EchoVC has money for climate, agri-tech and energy startups

EchoVC, one of Nigeria’s oldest indigenous venture capital firms, wants to seed early-stage energy, agri-tech and climate-tech startups, two years after it co-led the $85 million series B of Gro-Intelligence, the US-based climate and agri-commodity startup.

EchoVC’s pilot fund will look for companies building solutions that boost agricultural productivity and help farmers access new markets. The pilot will also support energy storage and mini-grid technology. In Nigeria and Kenya, the firm wants to especially support e-mobility (motorcycles and auto-rickshaws) and energy solutions. Both countries have large and growing urban populations with poor urban transportation infrastructure. In Nigeria, reliable grid electricity is non-existent, while Kenya’s government has flagged off an e-mobility campaign that has seen electric bus companies like Basigo set up shop in the country.

Energy and climate-tech startups have attracted more investments from venture capital firms this year, displacing investments into fintech companies. The $2.5 million fund dubbed Eco Pilot Fund I will invest up to $200,000 in promising climate tech. Backed by two undisclosed DFIs, the Eco Pilot Fund I will invest in 8 to 10 climate-tech and energy startups across Africa. 

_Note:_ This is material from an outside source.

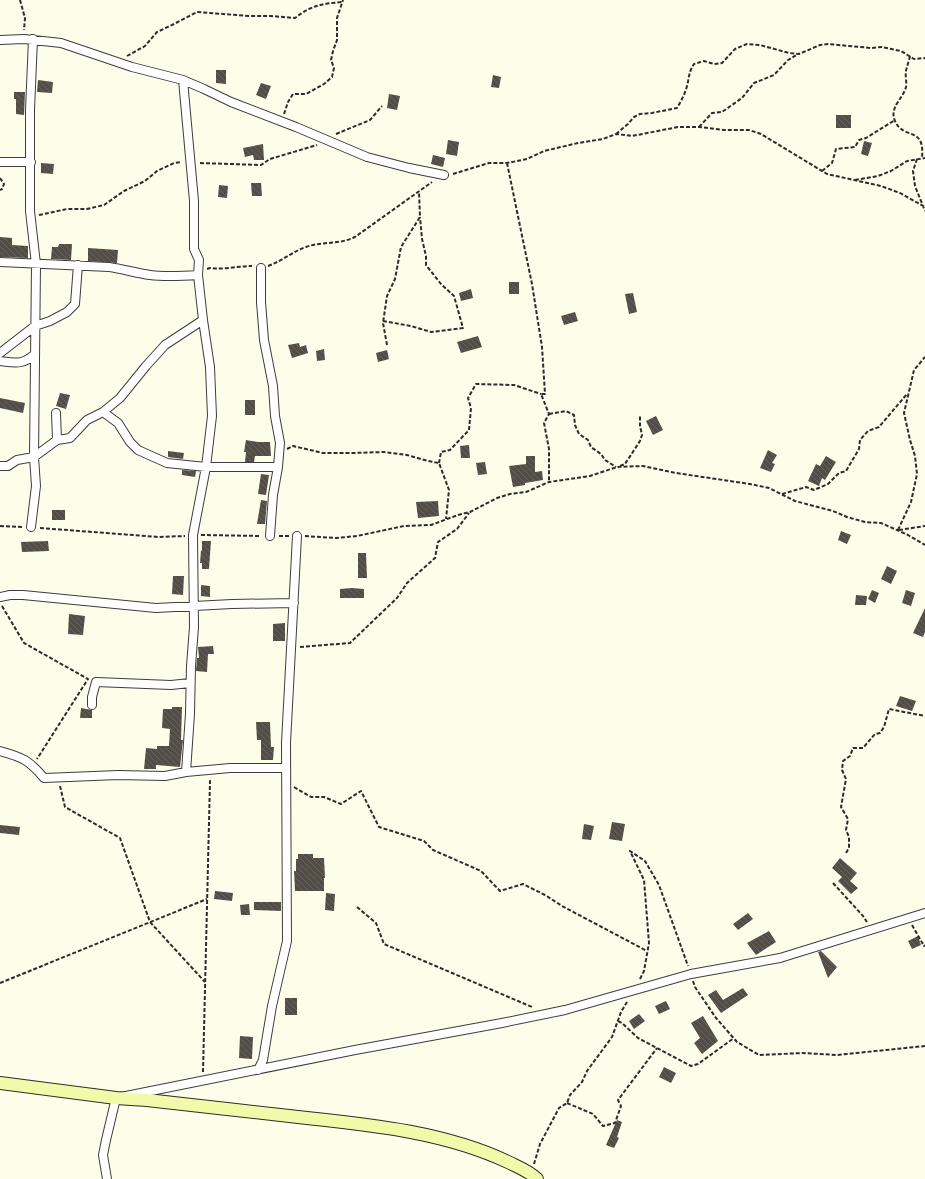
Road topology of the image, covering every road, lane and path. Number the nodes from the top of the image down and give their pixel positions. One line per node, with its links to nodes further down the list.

“As we see more mid-sized and large funds coming to market to back climate and energy startups, we have struggled to find any that are set up to take first money risk or do the work to help kickstart the companies that will later be candidates for investment by these funds,” Taiwo Kamson, a principal investment officer at EchoVC pointed out. “The continent needs these pre-seed stage companies to create and deploy the solutions necessary to meet market demand.” By being the first investor for target companies, EchoVC wants to build a pipeline of pre-seed that can receive investments from bigger funds that target climate, agri-tech and energy in Africa. 

“Once you get out of the fintech world you really struggle [to raise funds]… like desert work right there, ” Eghosa Omoigui, founder and managing partner of EchoVC told TechCabal on a call. “That was interesting to us because we realised that if you fund founders who are working in those spaces, they are more likely than not to be mission-driven,” Omoigui said.

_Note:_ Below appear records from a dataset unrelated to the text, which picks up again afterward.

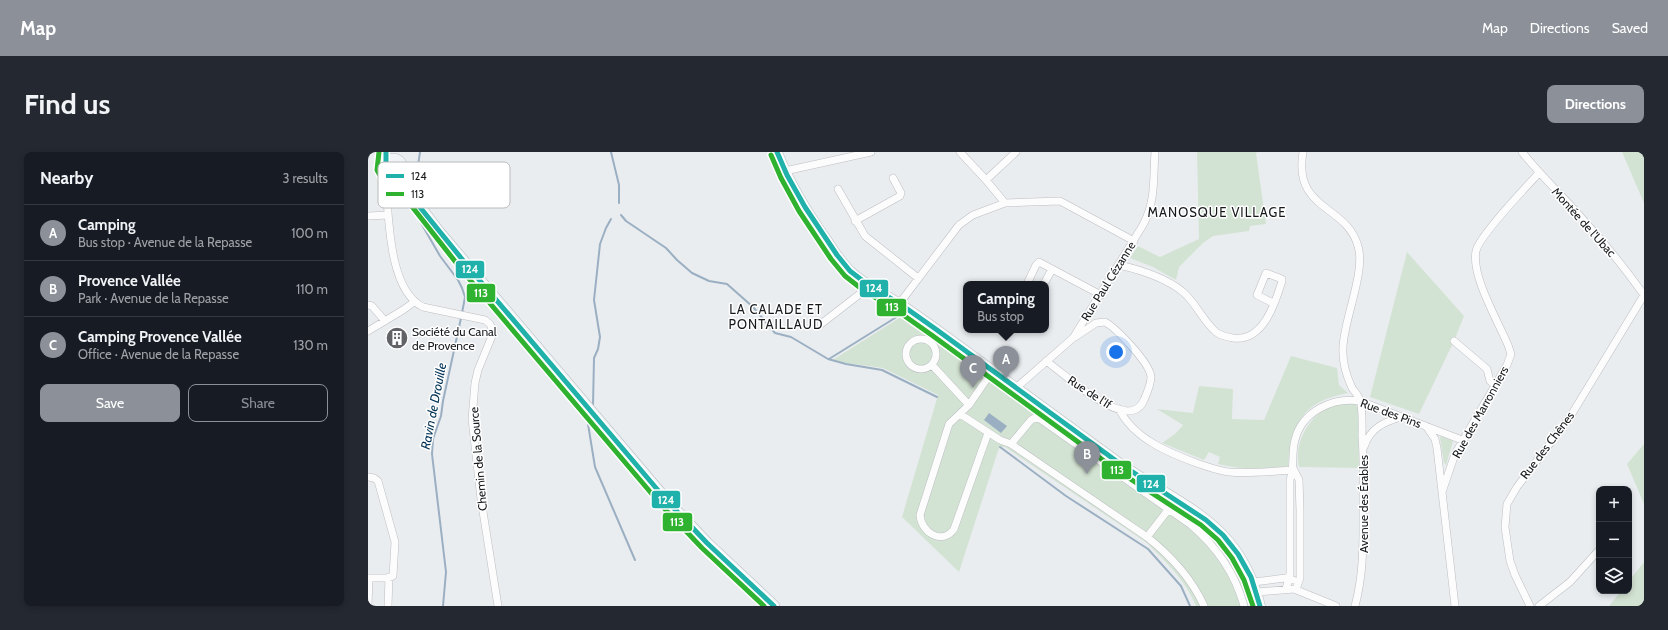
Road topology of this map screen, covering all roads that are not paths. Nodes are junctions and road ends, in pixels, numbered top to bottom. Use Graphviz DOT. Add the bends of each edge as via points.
graph roads {
  1 [pos="777,152"];
  2 [pos="871,152"];
  3 [pos="960,152"];
  4 [pos="1016,152"];
  5 [pos="1155,152"];
  6 [pos="1304,152"];
  7 [pos="1522,152"];
  8 [pos="785,171"];
  9 [pos="1539,173"];
  10 [pos="893,178"];
  11 [pos="986,180"];
  12 [pos="838,189"];
  13 [pos="1005,203"];
  14 [pos="388,208"];
  15 [pos="421,208"];
  16 [pos="388,215"];
  17 [pos="368,216"];
  18 [pos="855,221"];
  19 [pos="1134,241"];
  20 [pos="1119,266"];
  21 [pos="1052,269"];
  22 [pos="918,278"];
  23 [pos="1028,281"];
  24 [pos="1046,281"];
  25 [pos="870,286"];
  26 [pos="1100,295"];
  27 [pos="1644,295"];
  28 [pos="414,302"];
  29 [pos="368,304"];
  30 [pos="899,304"];
  31 [pos="1273,305"];
  32 [pos="385,321"];
  33 [pos="821,324"];
  34 [pos="369,332"];
  35 [pos="1073,338"];
  36 [pos="1454,341"];
  37 [pos="1046,361"];
  38 [pos="932,365"];
  39 [pos="993,370"];
  40 [pos="1495,385"];
  41 [pos="1017,388"];
  42 [pos="1360,401"];
  43 [pos="969,405"];
  44 [pos="1119,409"];
  45 [pos="960,414"];
  46 [pos="1401,417"];
  47 [pos="1426,426"];
  48 [pos="988,433"];
  49 [pos="1462,440"];
  50 [pos="1011,444"];
  51 [pos="1363,451"];
  52 [pos="1440,469"];
  53 [pos="1450,469"];
  54 [pos="1294,470"];
  55 [pos="368,477"];
  56 [pos="1442,492"];
  57 [pos="1168,510"];
  58 [pos="1147,536"];
  59 [pos="1596,553"];
  60 [pos="389,577"];
  61 [pos="369,578"];
  62 [pos="1289,578"];
  63 [pos="1254,582"];
  64 [pos="1297,587"];
  65 [pos="1286,589"];
  66 [pos="1257,592"];
  67 [pos="368,605"];
  68 [pos="388,606"];
  69 [pos="498,606"];
  70 [pos="774,606"];
  71 [pos="1204,606"];
  72 [pos="1244,606"];
  73 [pos="1260,606"];
  74 [pos="1336,606"];
  75 [pos="1355,606"];
  76 [pos="1455,606"];
  77 [pos="1530,606"];
  78 [pos="1539,606"];
  1 -- 8 [label="street"];
  2 -- 8 [label="street"];
  3 -- 11 [label="street"];
  4 -- 11 [label="street"];
  5 -- 19 [label="street, Rue Paul Cézanne" via="1152,202 1148,216"];
  6 -- 42 [label="street" via="1302,161 1310,193 1318,203 1350,229 1359,248 1359,265 1343,354 1346,374"];
  7 -- 9 [label="street, Montée de l'Ubac"];
  8 -- 25 [label="street" via="801,202 838,257 851,272"];
  9 -- 27 [label="street, Montée de l'Ubac" via="1598,236"];
  9 -- 40 [label="street, Rue des Marronniers" via="1484,236 1476,251 1479,279 1511,351 1507,365"];
  10 -- 18 [label="street" via="901,193 900,196"];
  11 -- 13 [label="street"];
  12 -- 18 [label="street"];
  13 -- 19 [label="street" via="1060,201"];
  13 -- 22 [label="street" via="976,213 959,225"];
  14 -- 16 [label="street"];
  15 -- 70 [label="main road" via="663,497"];
  16 -- 17 [label="street"];
  16 -- 28 [label="street" via="398,271"];
  18 -- 22 [label="street" via="865,236"];
  19 -- 20 [label="street, Rue Paul Cézanne"];
  20 -- 26 [label="street, Rue Paul Cézanne"];
  20 -- 31 [label="street" via="1151,274 1179,289 1213,330 1224,336 1241,338 1255,332 1264,324"];
  21 -- 23 [label="street" via="1038,262"];
  21 -- 24 [label="street"];
  21 -- 26 [label="street"];
  22 -- 30 [label="street"];
  25 -- 30 [label="street"];
  25 -- 33 [label="street"];
  26 -- 35 [label="street, Rue Paul Cézanne"];
  27 -- 77 [label="street, Rue des Chênes" via="1570,417 1516,486 1507,504 1505,534 1510,561"];
  28 -- 32 [label="street"];
  28 -- 69 [label="street, Chemin de la Source" via="423,307 488,322 492,329 491,339 476,376 472,419 481,499"];
  29 -- 32 [label="street"];
  30 -- 39 [label="street"];
  32 -- 34 [label="street"];
  35 -- 37 [label="street, Rue Paul Cézanne"];
  35 -- 44 [label="street, Rue de l'If" via="1104,322 1145,362 1151,376 1144,402 1135,410"];
  36 -- 40 [label="street" via="1487,369 1490,381"];
  37 -- 41 [label="street, Rue Paul Cézanne"];
  37 -- 44 [label="street, Rue de l'If" via="1101,402"];
  38 -- 38 [label="street" via="923,369 910,364 906,350 912,342 920,339 932,344 936,352"];
  38 -- 43 [label="street"];
  39 -- 41 [label="street"];
  39 -- 43 [label="street"];
  40 -- 49 [label="street, Rue des Marronniers"];
  41 -- 63 [label="street" via="1127,468 1212,524 1236,551"];
  42 -- 46 [label="street, Rue des Pins"];
  42 -- 51 [label="street, Avenue des Érables"];
  42 -- 54 [label="street, Rue des Pins" via="1345,399 1334,402 1322,407 1301,424 1295,441"];
  43 -- 45 [label="street"];
  44 -- 54 [label="street" via="1135,429 1162,449 1214,469 1229,472"];
  45 -- 48 [label="street"];
  45 -- 48 [label="street" via="949,424 921,512 920,519 929,534 944,537 954,529"];
  46 -- 47 [label="street, Rue des Pins"];
  46 -- 51 [label="street" via="1388,421 1374,430 1367,439"];
  47 -- 49 [label="street, Rue des Pins"];
  47 -- 52 [label="street" via="1436,443"];
  48 -- 50 [label="street"];
  49 -- 53 [label="street, Rue des Marronniers"];
  50 -- 57 [label="street" via="1031,420 1038,418"];
  50 -- 58 [label="street"];
  51 -- 75 [label="street, Avenue des Érables" via="1363,558"];
  52 -- 53 [label="street"];
  52 -- 56 [label="street"];
  53 -- 56 [label="street, Rue des Marronniers"];
  54 -- 62 [label="street, Rue des Pins" via="1290,480"];
  54 -- 64 [label="street, Rue des Pins" via="1300,483 1300,578"];
  55 -- 60 [label="street" via="378,481 395,542 394,573"];
  56 -- 76 [label="street, Rue des Marronniers"];
  57 -- 58 [label="street"];
  57 -- 72 [label="street" via="1197,530 1218,552 1233,576"];
  58 -- 71 [label="street" via="1182,569"];
  59 -- 78 [label="street" via="1560,592"];
  60 -- 61 [label="street"];
  60 -- 68 [label="street"];
  61 -- 67 [label="street"];
  62 -- 63 [label="street"];
  62 -- 64 [label="street"];
  62 -- 65 [label="street, Rue des Pins"];
  63 -- 66 [label="street"];
  64 -- 65 [label="street"];
  64 -- 74 [label="street"];
  65 -- 66 [label="street"];
  66 -- 73 [label="street"];
}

Being the first institutional investor means taking on more risk and waiting for longer periods to realise profit from successful investments. 

Founded in 2011, EchoVC has deployed roughly $41 million across several funds and returned just about half (to date) from exited companies, per disclosures on their website. Earlier this year, the firm launched an $8 million blockchain fund to invest in founders building African solutions on the blockchain. Omoigui said at the time that backing blockchain-powered companies at a time when investors were retreating from the sector, allowed his firm to, “invest at lower entry valuations on average than in prior years.” That is one way to say ‘we were thankfully late and can pick up the gems left behind in the mess.” With this eco-friendly fund, however, EchoVC wants to get ahead of the hype cycle, which is already building. In African VC circles, EchoVC is seen as an investor that is both tough in due diligence and willing to roll up their sleeves and get into the weeds of operating a fledgling business with founders. 

EchoVC is also raising an additional fund which it will use to back the most promising firms from its initial pilot investments. “We anticipate that our learnings from this vehicle will feed into our investments to be made from our larger 2024 Eco Fund,”  Omoigui said in a press statement shared with TechCabal.